The latest move inches Iran closer to where it was before the accord: on the path to being able to produce an atomic bomb.
US President Donald Trump withdrew the United States from the accord last year and in May dealt a crippling blow to Iran’s economy by implementing sanctions intended to cut off its oil sales anywhere in the world.
In recent weeks, Tehran has retaliated by making deliberate but provocative violations of the accord, as part of a carefully calibrated campaign to pressure the West into eliminating sanctions that have slashed the country’s oil exports and crippled its economy.

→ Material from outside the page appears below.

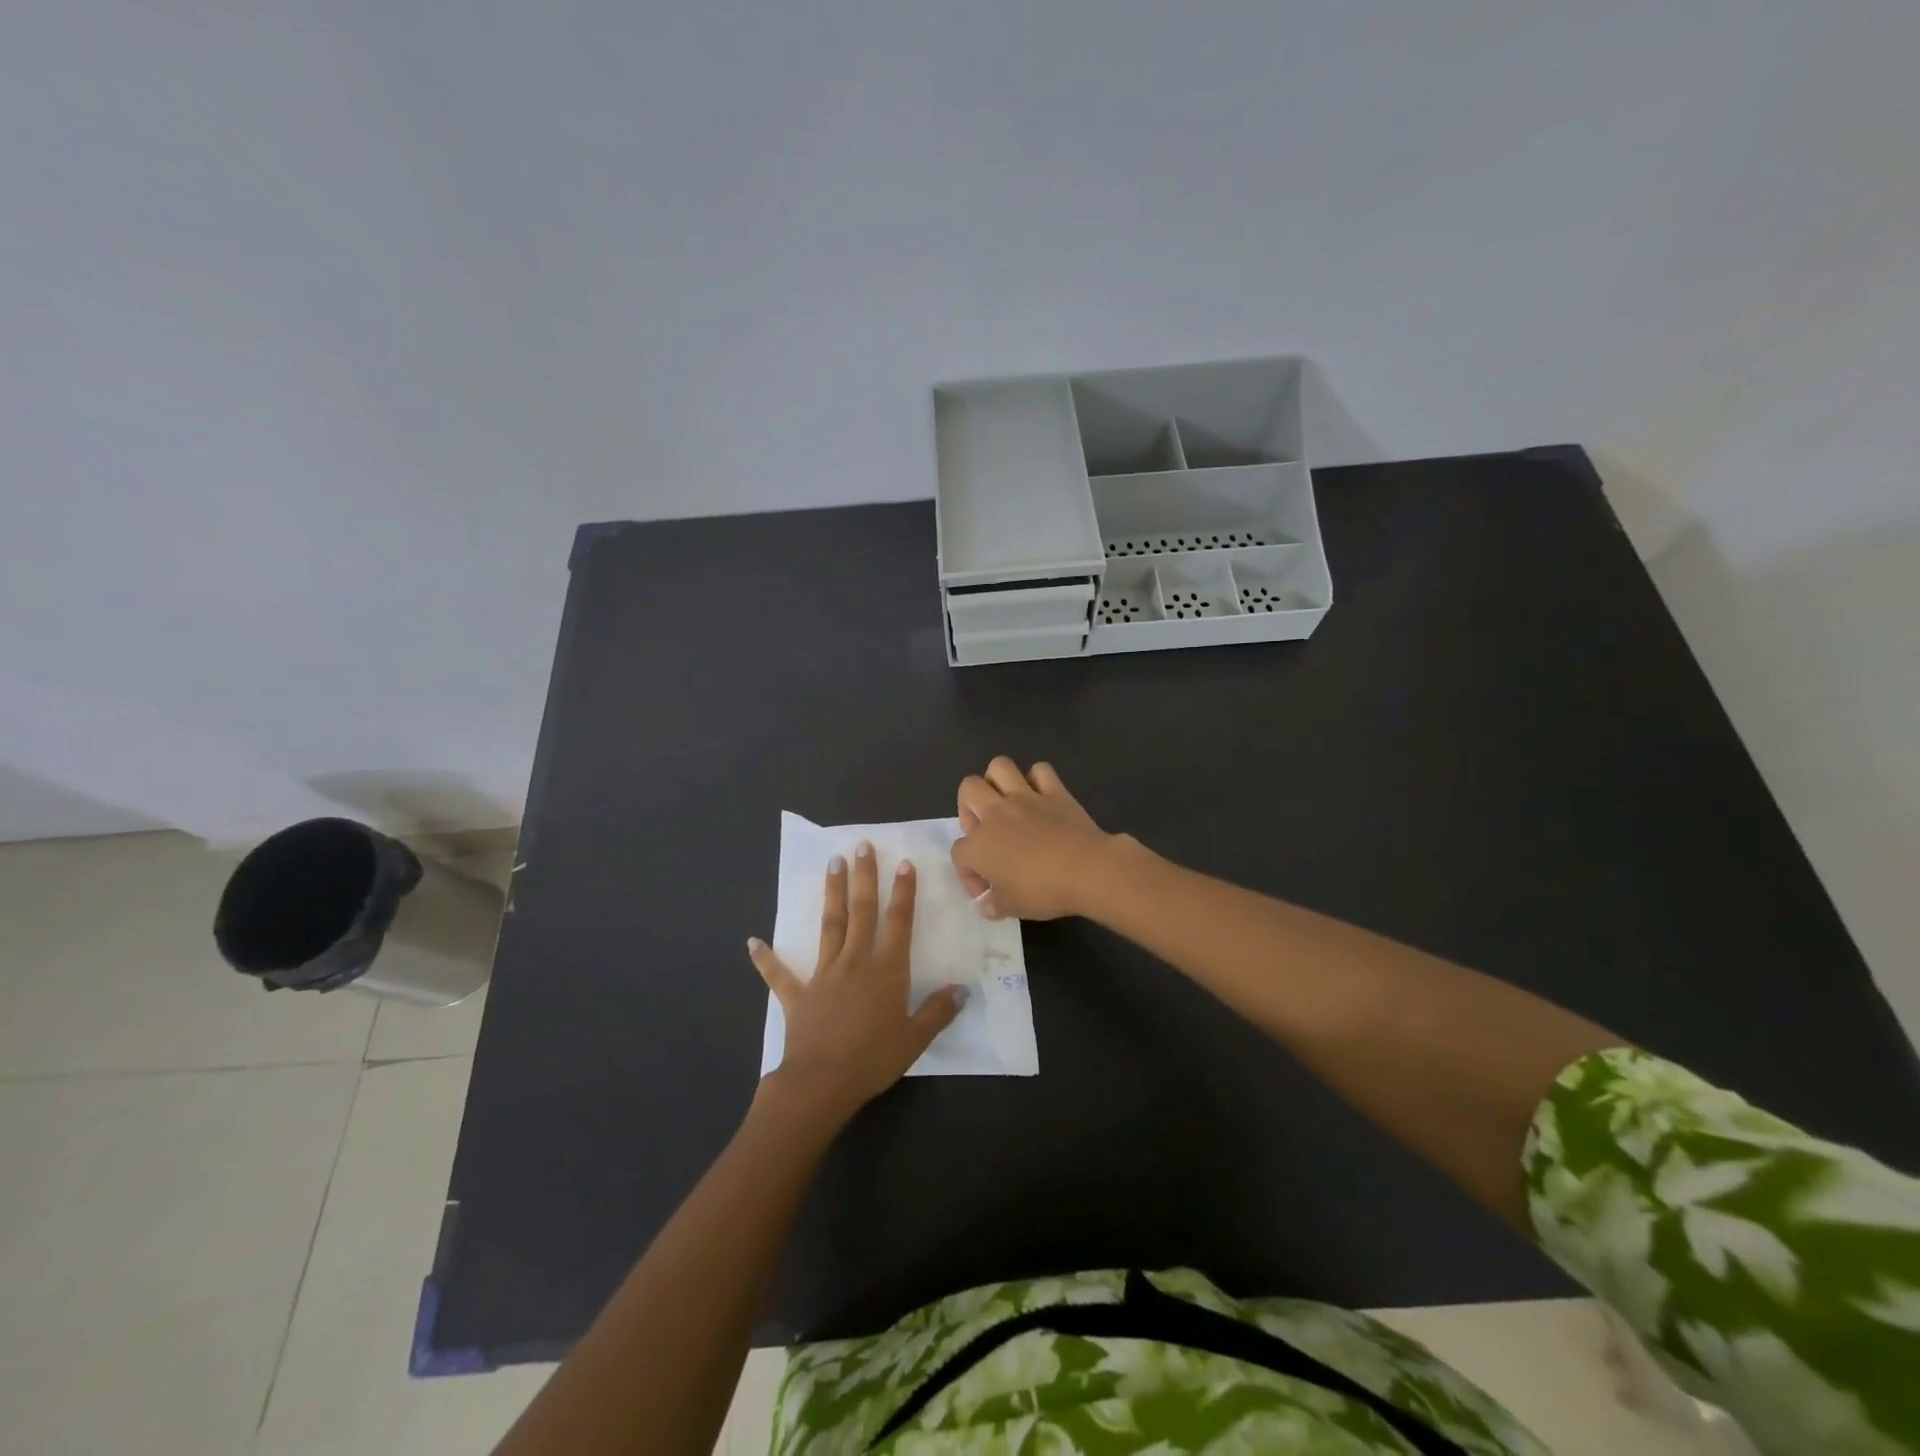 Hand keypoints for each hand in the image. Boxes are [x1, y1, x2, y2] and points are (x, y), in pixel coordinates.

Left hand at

Last week, Iranian officials broke through similar limits on how much nuclear fuel the country could stockpile.
The steps Iran has taken are all easily reversible. Yet the new move Iran said it was taking Sunday — to increase enrichment levels beyond the 3.67% purity that is the ceiling under the deal — is the most threatening.
Speaking at a news conference Sunday in Tehran, the deputy foreign minister, Abbas Araghchi, said Iran would take additional steps over the limits of the accord in 60-day intervals unless international powers provide sanctions relief as detailed in the deal.
In violating the limits on uranium enrichment, Tehran still remains far from producing a nuclear weapon. It would take a major production surge, and enrichment to far higher levels, for Iran to develop a bomb’s worth of highly enriched uranium, experts say. It would take even longer to manufacture that material into a nuclear weapon.
But for Iran’s president, Hassan Rouhani, the breach of the enrichment limit would be a watershed. He is betting that the United States will back away from crushing sanctions or that he can split European nations from the Trump administration, which the Europeans blame for setting off the crisis.
If he is wrong, the prospect of military confrontation lurks over each escalation.